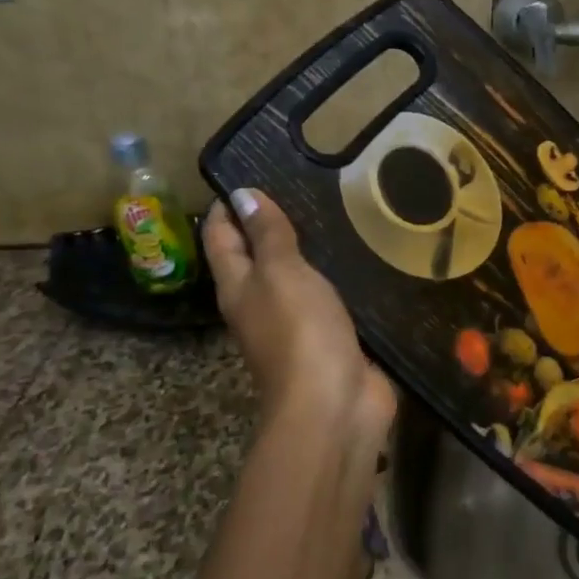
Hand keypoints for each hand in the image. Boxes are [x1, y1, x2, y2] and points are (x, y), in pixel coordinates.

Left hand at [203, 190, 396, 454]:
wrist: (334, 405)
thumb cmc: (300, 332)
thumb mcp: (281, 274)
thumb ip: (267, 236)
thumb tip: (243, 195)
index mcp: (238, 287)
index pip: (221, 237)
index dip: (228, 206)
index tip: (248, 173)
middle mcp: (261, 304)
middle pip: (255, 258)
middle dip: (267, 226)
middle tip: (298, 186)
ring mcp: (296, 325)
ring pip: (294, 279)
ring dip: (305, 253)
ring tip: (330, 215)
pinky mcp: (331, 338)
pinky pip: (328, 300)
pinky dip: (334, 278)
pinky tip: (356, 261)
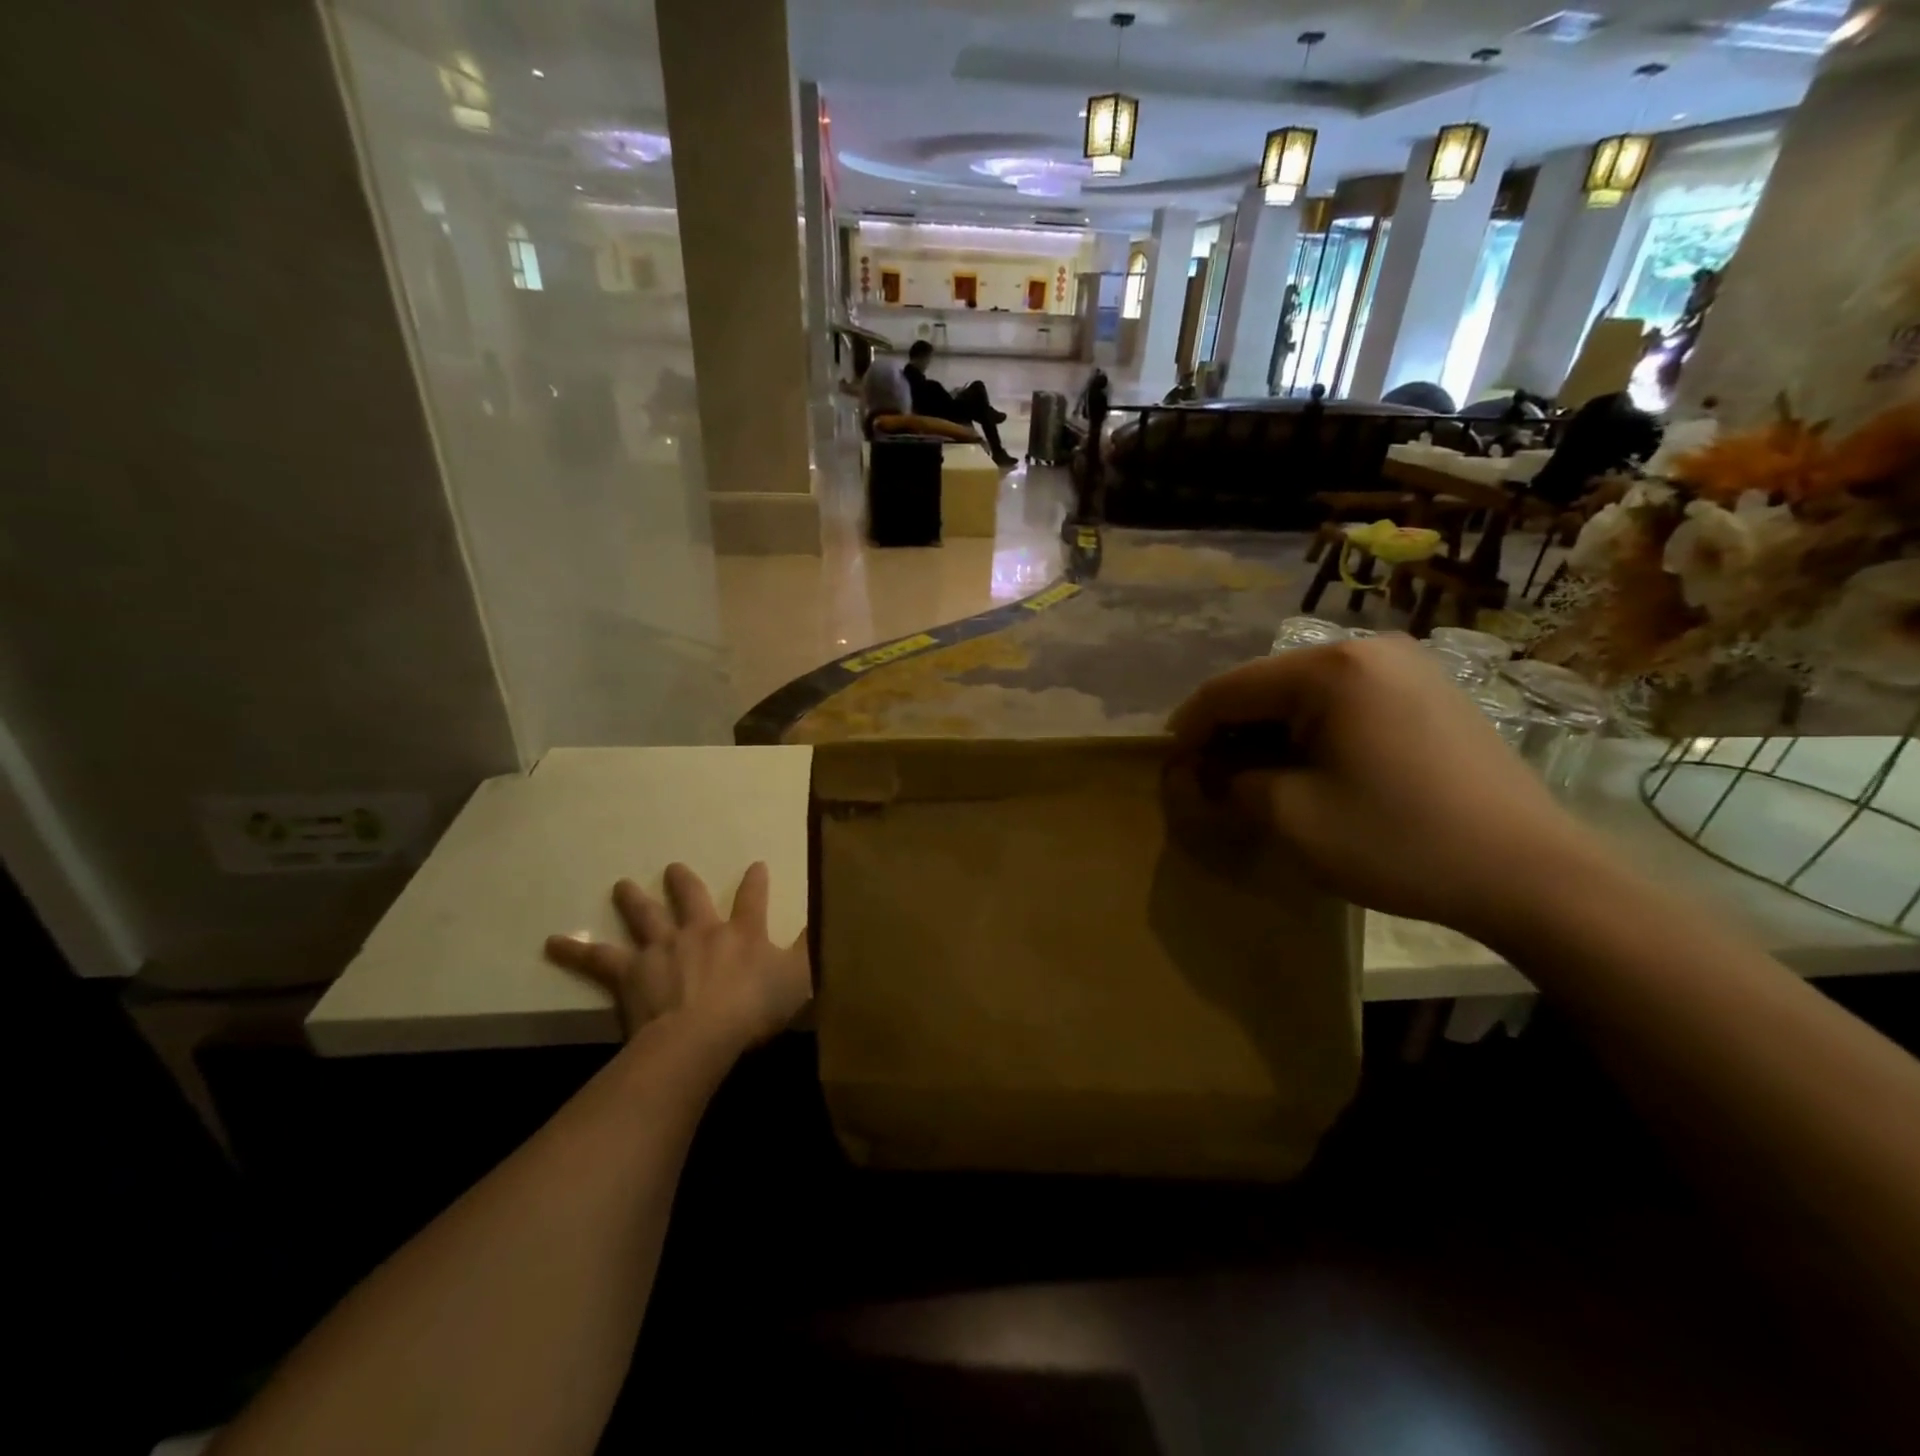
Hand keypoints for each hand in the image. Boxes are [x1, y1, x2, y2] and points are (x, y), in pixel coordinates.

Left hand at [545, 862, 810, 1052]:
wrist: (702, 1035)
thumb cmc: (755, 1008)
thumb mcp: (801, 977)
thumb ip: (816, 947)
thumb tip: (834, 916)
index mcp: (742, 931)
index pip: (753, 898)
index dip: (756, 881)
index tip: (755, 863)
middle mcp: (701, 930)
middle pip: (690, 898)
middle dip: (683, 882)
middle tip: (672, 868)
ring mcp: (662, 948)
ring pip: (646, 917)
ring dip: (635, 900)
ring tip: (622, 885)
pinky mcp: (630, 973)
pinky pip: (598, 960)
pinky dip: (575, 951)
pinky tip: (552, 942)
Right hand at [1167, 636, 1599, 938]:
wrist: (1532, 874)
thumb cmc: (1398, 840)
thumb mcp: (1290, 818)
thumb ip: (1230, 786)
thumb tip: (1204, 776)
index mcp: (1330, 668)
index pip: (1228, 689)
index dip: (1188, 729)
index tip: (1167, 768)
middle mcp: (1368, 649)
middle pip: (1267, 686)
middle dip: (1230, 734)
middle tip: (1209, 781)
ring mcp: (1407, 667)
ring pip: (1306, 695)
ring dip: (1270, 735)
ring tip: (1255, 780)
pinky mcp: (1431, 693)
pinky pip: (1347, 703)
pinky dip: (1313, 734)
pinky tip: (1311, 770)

[Brief] Look through the material above for "middle" and copy the lines that have it.

[Reply to the exercise]
middle mcp: (261, 304)
middle pip: (255, 258)
middle dip: (267, 226)
middle tip: (298, 186)
middle mcp: (701, 930)
middle pip: (690, 898)
middle dip: (683, 882)
middle tip: (672, 868)
middle mcp: (1368, 649)
middle pip: (1267, 686)
middle dip: (1230, 734)
middle tip: (1209, 781)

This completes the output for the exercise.